Department of Health and Human Services National Institutes of Health National Institute of Neurological Disorders and Stroke

Story C. Landis, Ph.D.

Dr. Story C. Landis began her appointment as the Director of the National Institute of Neurological Disorders and Stroke (NINDS) on September 1, 2003. A native of New England, Dr. Landis was awarded her B.A. degree in Biology, with highest honors, from Wellesley College (1967), and her M.A. (1970) and Ph.D. (1973) degrees from Harvard University. After postdoctoral work at Harvard University studying transmitter plasticity in sympathetic neurons, she served on the faculty of the Harvard Medical School’s Department of Neurobiology.

In 1985, Dr. Landis joined the faculty of the Case Western Reserve University School (CWRU) of Medicine in Cleveland, Ohio, where she held many academic positions, including Associate Professor of Pharmacology, Professor and Director of the Center on Neurosciences, and Professor and Chairman of the Department of Neurosciences, a department that she was instrumental in establishing. Under her leadership, the CWRU Department of Neurosciences achieved worldwide acclaim and a reputation for excellence. In 1995, Dr. Landis was appointed as the NINDS Scientific Director, and was responsible for the direction and re-engineering of the Institute’s intramural research program. Beginning in 1999, in conjunction with the leadership of the National Institute of Mental Health (NIMH), she spearheaded a movement to bring a sense of unity and common purpose to the numerous laboratories, in multiple NIH Institutes, that conduct leading edge clinical and basic neuroscience research, which has increased research cooperation and collaboration, and has resulted in the construction of the new NIH Neuroscience Research Center, Phase I of which has opened on the NIH campus. Since early 2007, Dr. Landis has also been Chair of the NIH Stem Cell Task Force.

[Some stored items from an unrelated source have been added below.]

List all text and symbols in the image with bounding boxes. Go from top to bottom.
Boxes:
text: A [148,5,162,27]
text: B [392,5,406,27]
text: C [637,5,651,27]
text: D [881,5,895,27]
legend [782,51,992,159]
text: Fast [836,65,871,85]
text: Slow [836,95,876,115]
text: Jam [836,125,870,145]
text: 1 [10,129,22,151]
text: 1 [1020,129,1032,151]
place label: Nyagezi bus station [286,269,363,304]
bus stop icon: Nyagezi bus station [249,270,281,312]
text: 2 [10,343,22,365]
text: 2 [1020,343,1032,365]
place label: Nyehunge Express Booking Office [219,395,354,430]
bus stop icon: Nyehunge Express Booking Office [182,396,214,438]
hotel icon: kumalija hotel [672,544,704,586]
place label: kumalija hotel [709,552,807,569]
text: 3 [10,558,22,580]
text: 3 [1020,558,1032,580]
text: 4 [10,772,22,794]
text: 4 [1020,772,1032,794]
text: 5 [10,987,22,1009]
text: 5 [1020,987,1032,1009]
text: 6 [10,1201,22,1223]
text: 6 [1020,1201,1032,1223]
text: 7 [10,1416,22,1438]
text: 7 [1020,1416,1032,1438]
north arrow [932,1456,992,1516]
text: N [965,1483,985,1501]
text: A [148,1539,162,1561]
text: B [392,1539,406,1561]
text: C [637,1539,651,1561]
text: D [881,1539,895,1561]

Throughout her research career, Dr. Landis has made many fundamental contributions to understanding the developmental interactions required for synapse formation, and has garnered many honors and awards. Dr. Landis is an elected Fellow of the American Academy of Arts and Sciences and the American Association for the Advancement of Science, and an elected member of the American Neurological Association. In 2002, she was elected President of the Society for Neuroscience, and served as President-elect until her appointment as the NINDS Director in September 2003. In 2009, Dr. Landis was elected to the Institute of Medicine of the National Academy of Sciences.